PDS，植物八氫番茄紅素脫氫酶活性檢測試劑盒【ELISA】

實驗原理：

本試劑盒應用雙抗體夾心法測定標本中植物八氫番茄紅素脫氫酶（PDS）水平。用純化的植物八氫番茄紅素脫氫酶（PDS）捕獲抗體包被微孔板，制成固相抗體，往包被的微孔中依次加入植物八氫番茄紅素脫氫酶（PDS），再與HRP標記的檢測抗體結合，形成抗體-抗原-酶標抗體復合物，經過*洗滌后加底物TMB顯色。TMB在HRP酶的催化下轉化成藍色，并在酸的作用下轉化成終的黃色。顏色的深淺和樣品中的植物八氫番茄紅素脫氫酶（PDS）呈正相關。用酶標儀在450nm波長下測定吸光度（OD值），通過標準曲線計算樣品中植物八氫番茄紅素脫氫酶（PDS）活性。

試劑盒性能：

1.樣品線性回歸與預期濃度相關系數R值為0.95以上。

2.批內變異系數與批間變異系數應分別小于10%和15% 。

檢測范圍：                                              

6.25 U/L - 200 U/L

靈敏度：                                              

低檢測濃度小于1.0 U/L

操作步驟

• 標準品的加樣：設置標準品孔和樣本孔，標準品孔各加不同濃度的標準品50μL；。
• 加樣：分別設空白孔（空白對照孔不加樣品及酶標試劑，其余各步操作相同）、待測樣品孔。在酶標包被板上待測樣品孔中先加樣品稀釋液40μl，然后再加待測樣品10μl（樣品終稀釋度為5倍）。

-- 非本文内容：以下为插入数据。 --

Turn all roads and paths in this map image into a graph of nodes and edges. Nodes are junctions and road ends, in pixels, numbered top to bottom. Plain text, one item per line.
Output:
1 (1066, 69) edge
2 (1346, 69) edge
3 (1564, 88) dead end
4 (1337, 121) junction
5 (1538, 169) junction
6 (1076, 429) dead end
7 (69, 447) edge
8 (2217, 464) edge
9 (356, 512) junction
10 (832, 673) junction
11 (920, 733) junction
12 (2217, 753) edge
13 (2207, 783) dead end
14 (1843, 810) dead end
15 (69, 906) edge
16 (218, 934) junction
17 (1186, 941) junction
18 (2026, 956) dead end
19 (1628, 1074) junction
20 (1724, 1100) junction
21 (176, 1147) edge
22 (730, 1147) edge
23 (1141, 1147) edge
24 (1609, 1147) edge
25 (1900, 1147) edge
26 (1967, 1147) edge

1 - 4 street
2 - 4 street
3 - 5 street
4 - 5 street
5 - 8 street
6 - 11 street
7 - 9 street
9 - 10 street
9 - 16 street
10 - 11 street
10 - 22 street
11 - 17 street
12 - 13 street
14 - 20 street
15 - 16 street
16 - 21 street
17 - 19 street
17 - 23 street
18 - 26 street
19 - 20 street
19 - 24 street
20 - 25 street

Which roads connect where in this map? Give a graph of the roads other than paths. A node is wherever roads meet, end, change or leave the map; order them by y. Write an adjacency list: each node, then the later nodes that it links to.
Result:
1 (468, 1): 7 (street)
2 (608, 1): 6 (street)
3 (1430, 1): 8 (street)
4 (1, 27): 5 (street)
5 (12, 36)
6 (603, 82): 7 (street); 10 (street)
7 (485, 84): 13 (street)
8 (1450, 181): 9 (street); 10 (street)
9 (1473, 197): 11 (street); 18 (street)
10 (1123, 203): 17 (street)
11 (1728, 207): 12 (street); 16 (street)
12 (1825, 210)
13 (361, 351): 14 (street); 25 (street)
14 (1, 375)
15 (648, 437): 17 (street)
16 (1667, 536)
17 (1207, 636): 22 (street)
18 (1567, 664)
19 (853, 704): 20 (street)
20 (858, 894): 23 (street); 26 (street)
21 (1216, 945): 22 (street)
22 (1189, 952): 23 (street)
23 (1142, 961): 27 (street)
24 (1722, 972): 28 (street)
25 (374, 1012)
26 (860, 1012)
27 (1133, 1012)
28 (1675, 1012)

加樣將樣品加于酶標板孔底部，盡量不觸及孔壁，輕輕晃動混勻。
• 加酶：每孔加入酶標試劑100μl，空白孔除外。
• 溫育：用封板膜封板后置37℃溫育60分鐘。
• 配液：將20倍濃縮洗滌液用蒸餾水20倍稀釋后備用。
• 洗滌：小心揭掉封板膜，棄去液體，甩干，每孔加滿洗滌液，靜置30秒后棄去，如此重復5次，拍干。
• 顯色：每孔先加入顯色劑A50μl，再加入顯色劑B50μl，輕輕震蕩混勻，37℃避光顯色15分鐘. 
• 終止：每孔加終止液50μl，終止反應（此時藍色立轉黃色）。
• 測定：以空白孔調零，450nm波長依序測量各孔的吸光度（OD值）。 測定應在加終止液后15分鐘以內進行。

注意事項：

• 試劑盒從冷藏環境中取出應在室溫平衡15-30分鐘后方可使用，酶標包被板開封后如未用完，板條應裝入密封袋中保存。
• 濃洗滌液可能會有結晶析出，稀釋時可在水浴中加溫助溶，洗滌時不影響結果。
• 各步加樣均應使用加樣器，并經常校對其準確性，以避免試驗誤差。一次加樣時間控制在5分鐘內，如標本數量多，推薦使用排槍加樣。
• 請每次測定的同時做標準曲線，zui好做復孔。如標本中待測物質含量過高（樣本OD值大于標準品孔孔的OD值），請先用樣品稀釋液稀釋一定倍數（n倍）后再測定，計算時請后乘以總稀釋倍數（×n×5）。
• 封板膜只限一次性使用，以避免交叉污染。
• 底物請避光保存。
• 嚴格按照說明書的操作進行，試驗結果判定必須以酶標儀讀數為準.
• 所有樣品，洗滌液和各種廢棄物都應按傳染物處理。
• 本試劑不同批號組分不得混用。

10. 如與英文說明書有異，以英文說明書為準。